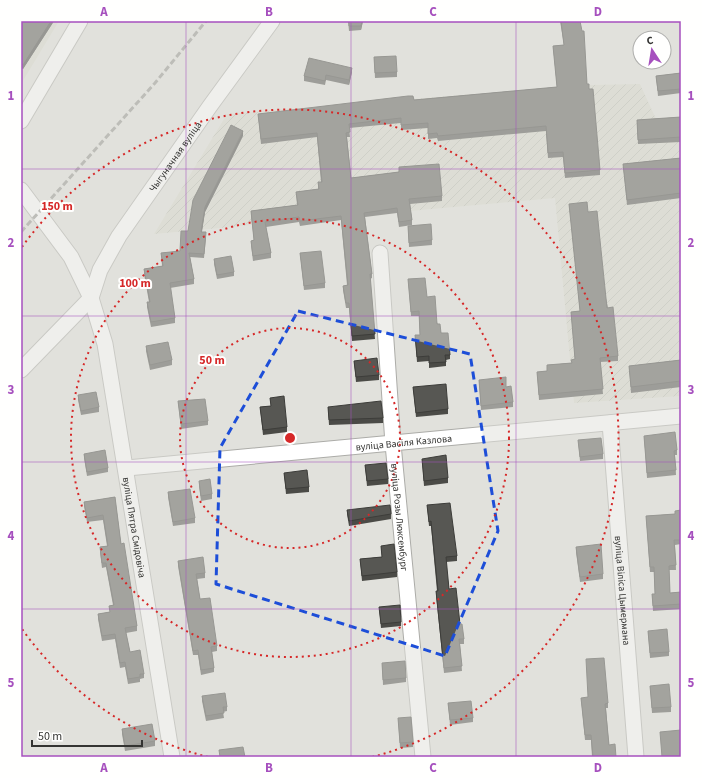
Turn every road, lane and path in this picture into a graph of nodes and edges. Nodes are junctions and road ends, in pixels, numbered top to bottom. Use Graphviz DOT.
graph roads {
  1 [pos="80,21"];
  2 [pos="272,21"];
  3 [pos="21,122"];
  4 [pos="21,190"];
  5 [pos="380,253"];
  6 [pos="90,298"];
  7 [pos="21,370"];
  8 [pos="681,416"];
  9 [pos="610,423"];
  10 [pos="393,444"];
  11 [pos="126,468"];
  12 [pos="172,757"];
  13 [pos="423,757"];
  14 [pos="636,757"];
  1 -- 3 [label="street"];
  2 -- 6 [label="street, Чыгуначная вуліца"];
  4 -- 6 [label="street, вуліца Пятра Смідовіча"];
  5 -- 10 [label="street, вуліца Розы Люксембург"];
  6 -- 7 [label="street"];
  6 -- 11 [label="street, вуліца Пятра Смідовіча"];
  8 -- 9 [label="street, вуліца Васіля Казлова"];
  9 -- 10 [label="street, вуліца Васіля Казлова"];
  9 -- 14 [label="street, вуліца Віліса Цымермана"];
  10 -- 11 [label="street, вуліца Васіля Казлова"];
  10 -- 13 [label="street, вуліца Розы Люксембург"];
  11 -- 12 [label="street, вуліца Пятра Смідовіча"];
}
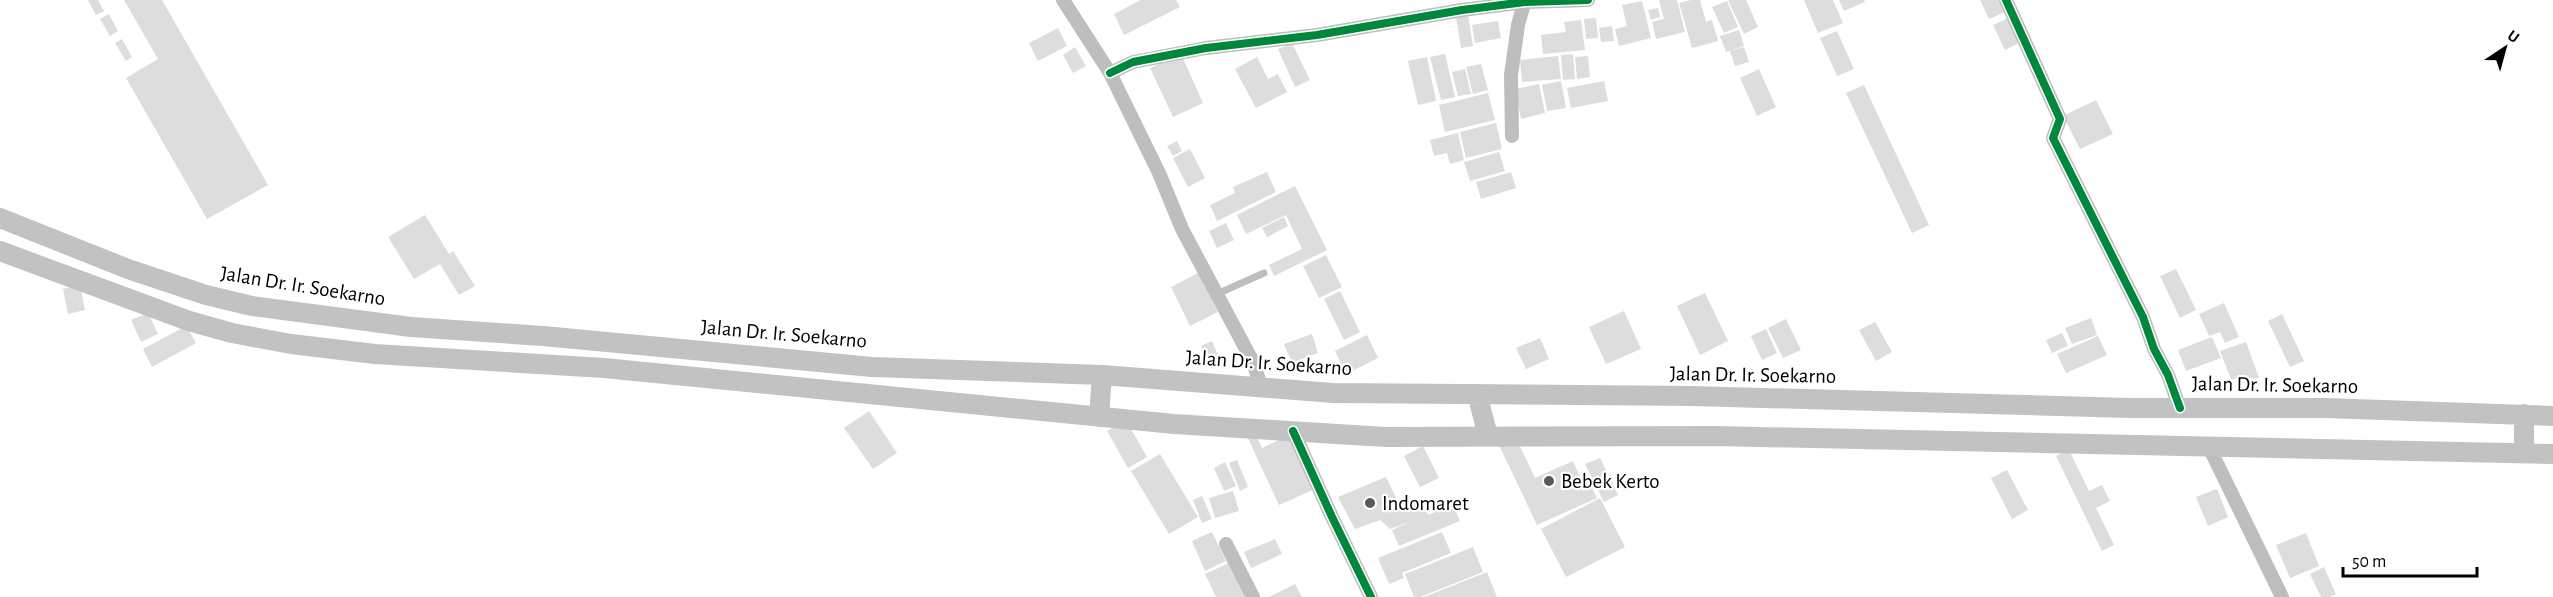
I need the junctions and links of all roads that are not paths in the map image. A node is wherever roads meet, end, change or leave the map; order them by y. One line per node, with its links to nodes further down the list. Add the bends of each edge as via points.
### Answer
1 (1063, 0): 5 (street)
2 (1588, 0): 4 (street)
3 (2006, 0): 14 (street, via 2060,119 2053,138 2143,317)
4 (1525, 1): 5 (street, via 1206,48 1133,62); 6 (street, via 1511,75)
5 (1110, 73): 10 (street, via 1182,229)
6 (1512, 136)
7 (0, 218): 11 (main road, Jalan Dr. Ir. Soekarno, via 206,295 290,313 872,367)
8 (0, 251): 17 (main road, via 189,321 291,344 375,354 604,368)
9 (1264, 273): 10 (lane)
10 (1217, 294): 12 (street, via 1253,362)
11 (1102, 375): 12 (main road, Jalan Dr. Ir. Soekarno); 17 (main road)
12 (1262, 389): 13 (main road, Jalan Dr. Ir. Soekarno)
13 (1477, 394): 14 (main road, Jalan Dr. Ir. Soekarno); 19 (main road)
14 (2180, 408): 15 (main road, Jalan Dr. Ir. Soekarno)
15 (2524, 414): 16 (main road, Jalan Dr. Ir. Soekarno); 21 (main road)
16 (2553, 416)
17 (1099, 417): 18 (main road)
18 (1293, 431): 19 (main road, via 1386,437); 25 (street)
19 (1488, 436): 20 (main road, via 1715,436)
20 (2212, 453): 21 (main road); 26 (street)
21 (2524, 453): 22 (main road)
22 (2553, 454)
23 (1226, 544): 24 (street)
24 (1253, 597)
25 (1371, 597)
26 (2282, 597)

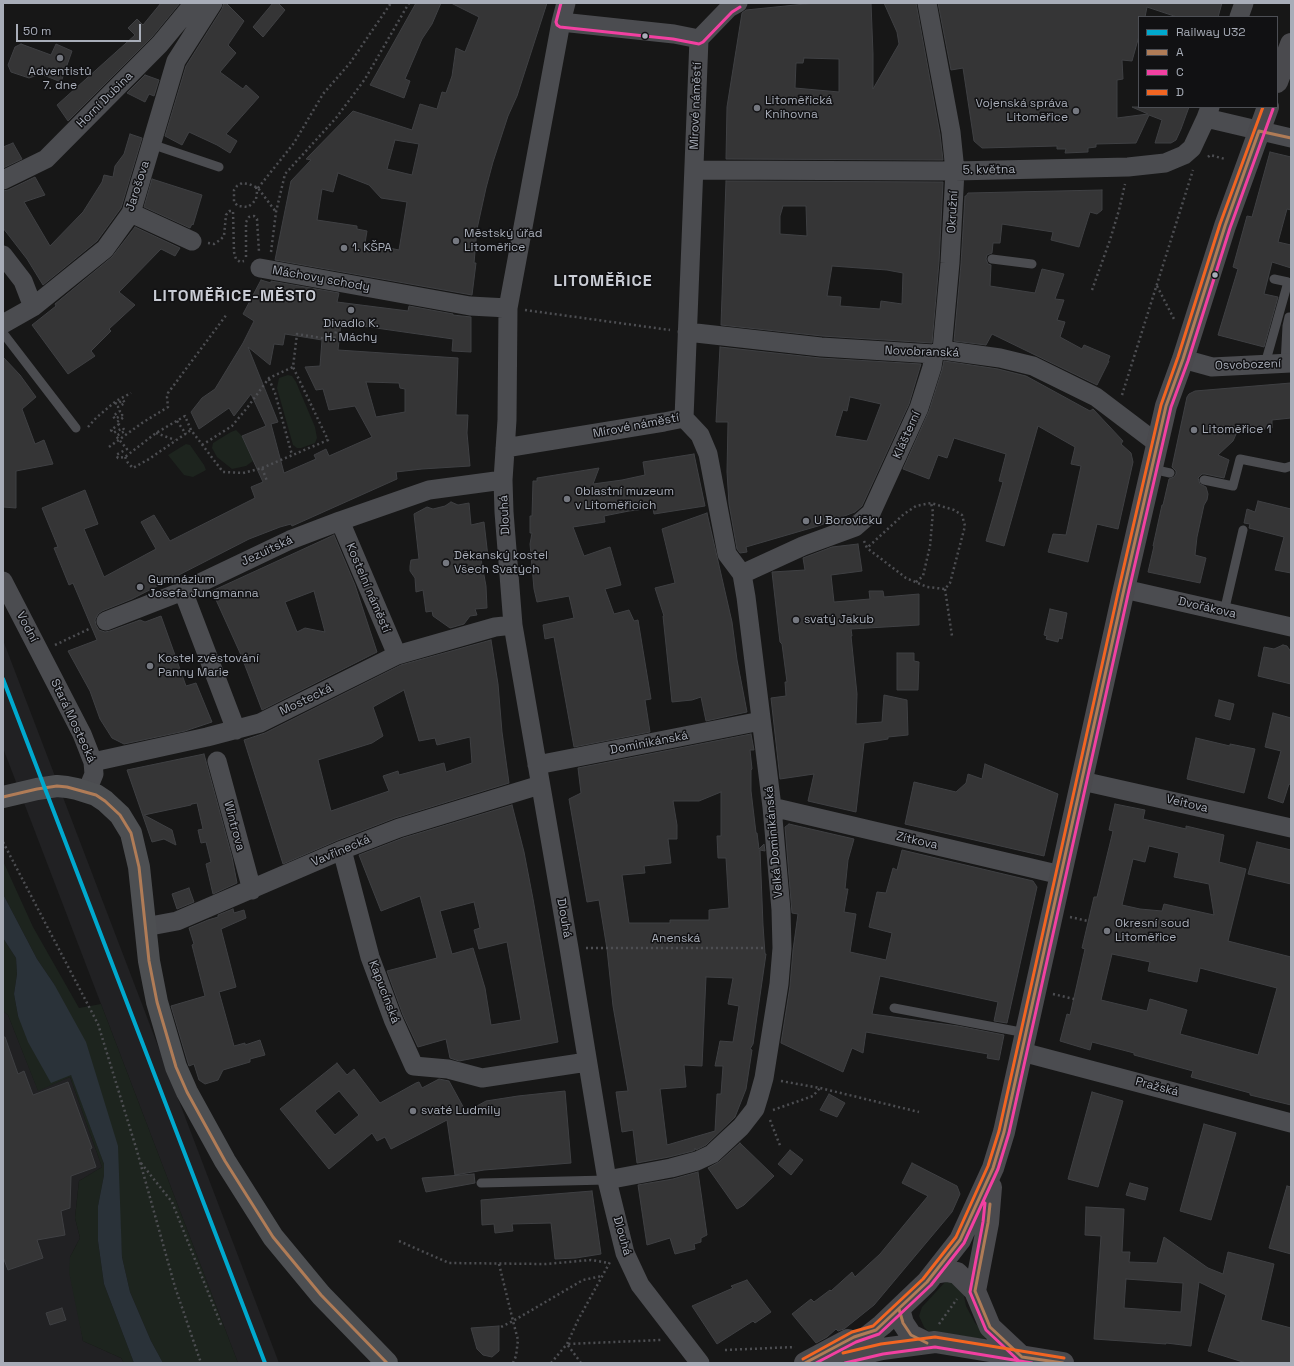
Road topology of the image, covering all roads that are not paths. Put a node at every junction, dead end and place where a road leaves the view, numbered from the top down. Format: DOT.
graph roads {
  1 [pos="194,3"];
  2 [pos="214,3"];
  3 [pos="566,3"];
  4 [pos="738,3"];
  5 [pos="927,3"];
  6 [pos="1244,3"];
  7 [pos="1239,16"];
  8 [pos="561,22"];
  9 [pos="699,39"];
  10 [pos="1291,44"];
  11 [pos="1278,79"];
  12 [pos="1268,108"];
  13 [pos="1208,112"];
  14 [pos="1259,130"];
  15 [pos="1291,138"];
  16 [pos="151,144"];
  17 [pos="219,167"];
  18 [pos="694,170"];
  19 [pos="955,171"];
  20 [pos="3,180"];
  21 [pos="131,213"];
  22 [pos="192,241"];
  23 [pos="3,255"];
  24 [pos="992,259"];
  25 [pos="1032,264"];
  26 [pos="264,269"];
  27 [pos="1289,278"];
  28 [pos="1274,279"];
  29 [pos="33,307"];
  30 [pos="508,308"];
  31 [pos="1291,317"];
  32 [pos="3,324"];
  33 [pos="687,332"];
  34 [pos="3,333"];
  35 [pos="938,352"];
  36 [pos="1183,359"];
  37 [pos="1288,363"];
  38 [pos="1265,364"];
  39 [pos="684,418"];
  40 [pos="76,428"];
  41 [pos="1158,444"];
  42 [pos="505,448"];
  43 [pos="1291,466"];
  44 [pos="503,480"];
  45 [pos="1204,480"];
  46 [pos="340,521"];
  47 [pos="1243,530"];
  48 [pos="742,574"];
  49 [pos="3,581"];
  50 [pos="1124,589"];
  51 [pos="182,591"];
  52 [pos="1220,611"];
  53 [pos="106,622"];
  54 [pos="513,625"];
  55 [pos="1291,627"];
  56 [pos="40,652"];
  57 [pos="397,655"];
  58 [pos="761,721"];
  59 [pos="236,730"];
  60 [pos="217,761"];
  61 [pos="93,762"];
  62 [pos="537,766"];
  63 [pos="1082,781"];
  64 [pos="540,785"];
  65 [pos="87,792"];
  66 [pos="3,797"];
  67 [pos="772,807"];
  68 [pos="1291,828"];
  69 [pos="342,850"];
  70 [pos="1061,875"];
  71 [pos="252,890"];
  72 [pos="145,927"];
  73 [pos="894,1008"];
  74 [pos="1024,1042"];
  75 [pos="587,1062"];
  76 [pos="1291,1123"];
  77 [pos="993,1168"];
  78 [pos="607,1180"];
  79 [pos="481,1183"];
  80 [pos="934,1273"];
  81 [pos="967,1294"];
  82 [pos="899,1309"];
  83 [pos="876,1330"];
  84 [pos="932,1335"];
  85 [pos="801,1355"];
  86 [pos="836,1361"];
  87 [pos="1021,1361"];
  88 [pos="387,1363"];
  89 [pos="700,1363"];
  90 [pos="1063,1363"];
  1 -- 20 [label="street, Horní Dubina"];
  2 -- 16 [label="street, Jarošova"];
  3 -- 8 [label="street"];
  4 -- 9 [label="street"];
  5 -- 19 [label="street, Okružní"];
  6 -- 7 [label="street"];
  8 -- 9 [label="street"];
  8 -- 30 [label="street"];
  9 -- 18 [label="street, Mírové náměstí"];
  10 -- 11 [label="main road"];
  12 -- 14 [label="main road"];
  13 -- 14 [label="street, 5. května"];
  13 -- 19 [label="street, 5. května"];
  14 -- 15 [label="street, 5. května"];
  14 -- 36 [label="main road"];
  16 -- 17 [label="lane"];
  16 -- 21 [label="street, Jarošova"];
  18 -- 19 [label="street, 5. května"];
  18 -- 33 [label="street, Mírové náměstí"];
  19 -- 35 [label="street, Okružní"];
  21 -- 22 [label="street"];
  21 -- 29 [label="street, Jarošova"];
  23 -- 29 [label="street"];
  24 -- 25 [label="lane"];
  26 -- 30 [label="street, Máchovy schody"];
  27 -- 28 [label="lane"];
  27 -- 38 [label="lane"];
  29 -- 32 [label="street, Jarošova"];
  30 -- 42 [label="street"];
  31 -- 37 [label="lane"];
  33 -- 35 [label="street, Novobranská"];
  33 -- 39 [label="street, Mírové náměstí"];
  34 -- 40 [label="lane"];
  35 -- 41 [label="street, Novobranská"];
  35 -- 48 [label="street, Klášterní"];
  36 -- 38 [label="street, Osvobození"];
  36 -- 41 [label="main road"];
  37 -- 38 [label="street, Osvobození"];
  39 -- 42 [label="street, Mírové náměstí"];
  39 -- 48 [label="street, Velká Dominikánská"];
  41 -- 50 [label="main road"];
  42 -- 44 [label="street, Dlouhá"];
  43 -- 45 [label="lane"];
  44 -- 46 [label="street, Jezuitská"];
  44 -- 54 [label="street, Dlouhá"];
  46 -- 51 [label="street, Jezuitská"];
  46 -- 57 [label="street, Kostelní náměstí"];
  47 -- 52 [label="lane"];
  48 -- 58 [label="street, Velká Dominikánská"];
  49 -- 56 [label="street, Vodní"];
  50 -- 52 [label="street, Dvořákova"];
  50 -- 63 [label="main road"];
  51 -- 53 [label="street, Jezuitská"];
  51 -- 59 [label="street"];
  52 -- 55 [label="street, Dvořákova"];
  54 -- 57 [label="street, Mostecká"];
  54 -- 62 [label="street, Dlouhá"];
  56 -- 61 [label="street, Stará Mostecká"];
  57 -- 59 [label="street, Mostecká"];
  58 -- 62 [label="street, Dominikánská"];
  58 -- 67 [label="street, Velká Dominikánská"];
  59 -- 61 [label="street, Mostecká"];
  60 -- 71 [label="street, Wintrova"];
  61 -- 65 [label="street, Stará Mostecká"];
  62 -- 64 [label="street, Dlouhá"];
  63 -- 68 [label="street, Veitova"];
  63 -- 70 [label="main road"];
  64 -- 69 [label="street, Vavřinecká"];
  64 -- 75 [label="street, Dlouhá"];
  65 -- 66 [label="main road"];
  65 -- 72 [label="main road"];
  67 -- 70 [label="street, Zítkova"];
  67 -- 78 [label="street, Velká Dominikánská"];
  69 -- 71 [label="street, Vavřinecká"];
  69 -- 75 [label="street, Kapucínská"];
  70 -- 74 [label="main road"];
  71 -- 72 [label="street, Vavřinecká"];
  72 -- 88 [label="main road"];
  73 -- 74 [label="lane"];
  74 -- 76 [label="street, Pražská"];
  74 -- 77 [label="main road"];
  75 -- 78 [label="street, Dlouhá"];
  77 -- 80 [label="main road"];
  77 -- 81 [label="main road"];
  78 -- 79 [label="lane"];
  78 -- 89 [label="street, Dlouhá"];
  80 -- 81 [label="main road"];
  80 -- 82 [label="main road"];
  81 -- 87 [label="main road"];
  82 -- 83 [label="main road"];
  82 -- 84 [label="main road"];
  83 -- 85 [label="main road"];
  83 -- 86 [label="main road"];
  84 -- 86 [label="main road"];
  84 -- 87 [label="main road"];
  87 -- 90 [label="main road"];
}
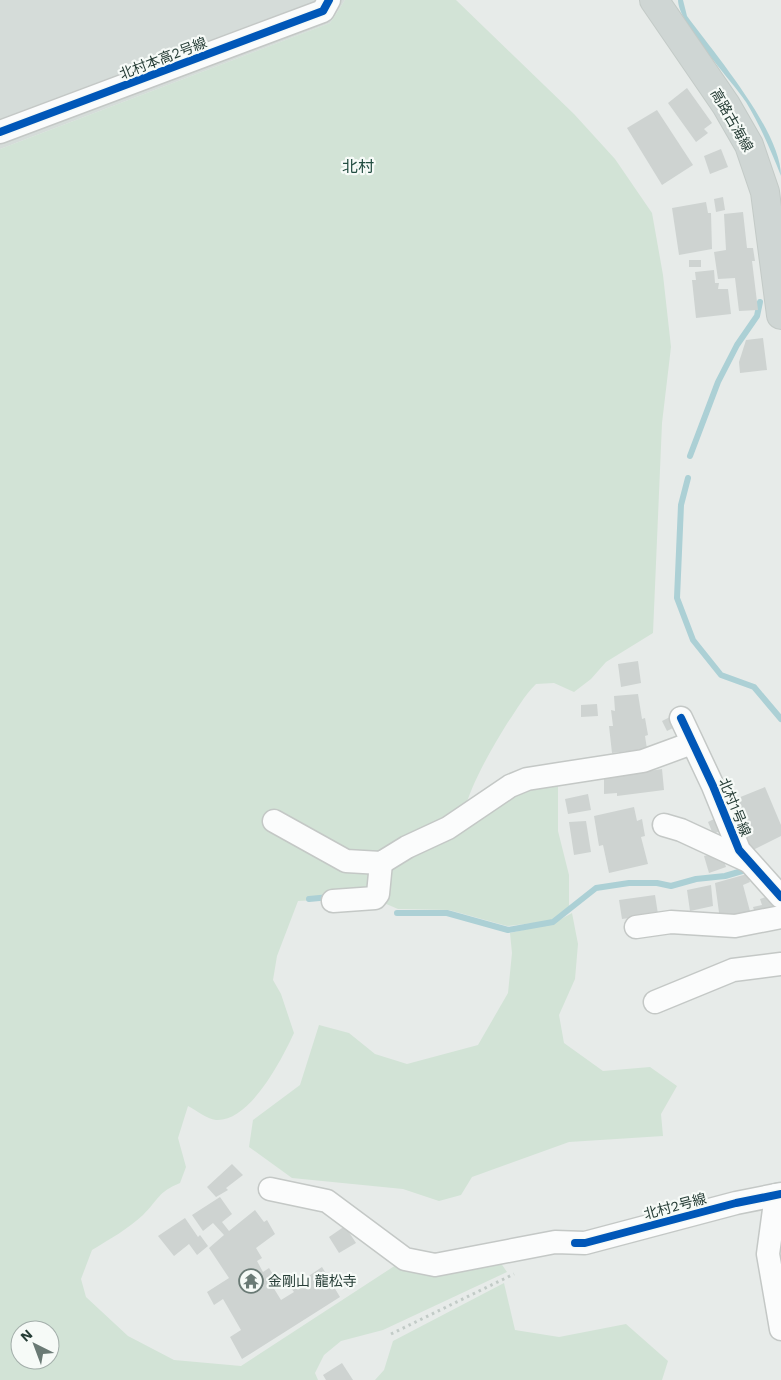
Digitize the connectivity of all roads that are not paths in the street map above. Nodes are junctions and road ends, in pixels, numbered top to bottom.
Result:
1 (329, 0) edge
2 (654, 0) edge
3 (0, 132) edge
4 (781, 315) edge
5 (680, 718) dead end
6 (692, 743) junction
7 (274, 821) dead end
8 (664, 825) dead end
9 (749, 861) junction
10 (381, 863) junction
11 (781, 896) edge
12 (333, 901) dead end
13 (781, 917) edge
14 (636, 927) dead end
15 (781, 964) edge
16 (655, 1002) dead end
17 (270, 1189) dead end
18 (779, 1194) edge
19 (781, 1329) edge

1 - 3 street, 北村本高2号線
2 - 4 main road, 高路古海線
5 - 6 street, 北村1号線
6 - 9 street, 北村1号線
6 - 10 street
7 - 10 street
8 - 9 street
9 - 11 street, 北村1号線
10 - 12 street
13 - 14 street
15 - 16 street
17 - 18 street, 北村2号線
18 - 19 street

━━━━━━━━

Scan the records above and report every line with the string "Jalan".

RESULT:
7 (0, 218): 11 (main road, Jalan Dr. Ir. Soekarno, via 206,295 290,313 872,367)
11 (1102, 375): 12 (main road, Jalan Dr. Ir. Soekarno); 17 (main road)
12 (1262, 389): 13 (main road, Jalan Dr. Ir. Soekarno)
13 (1477, 394): 14 (main road, Jalan Dr. Ir. Soekarno); 19 (main road)
14 (2180, 408): 15 (main road, Jalan Dr. Ir. Soekarno)
15 (2524, 414): 16 (main road, Jalan Dr. Ir. Soekarno); 21 (main road)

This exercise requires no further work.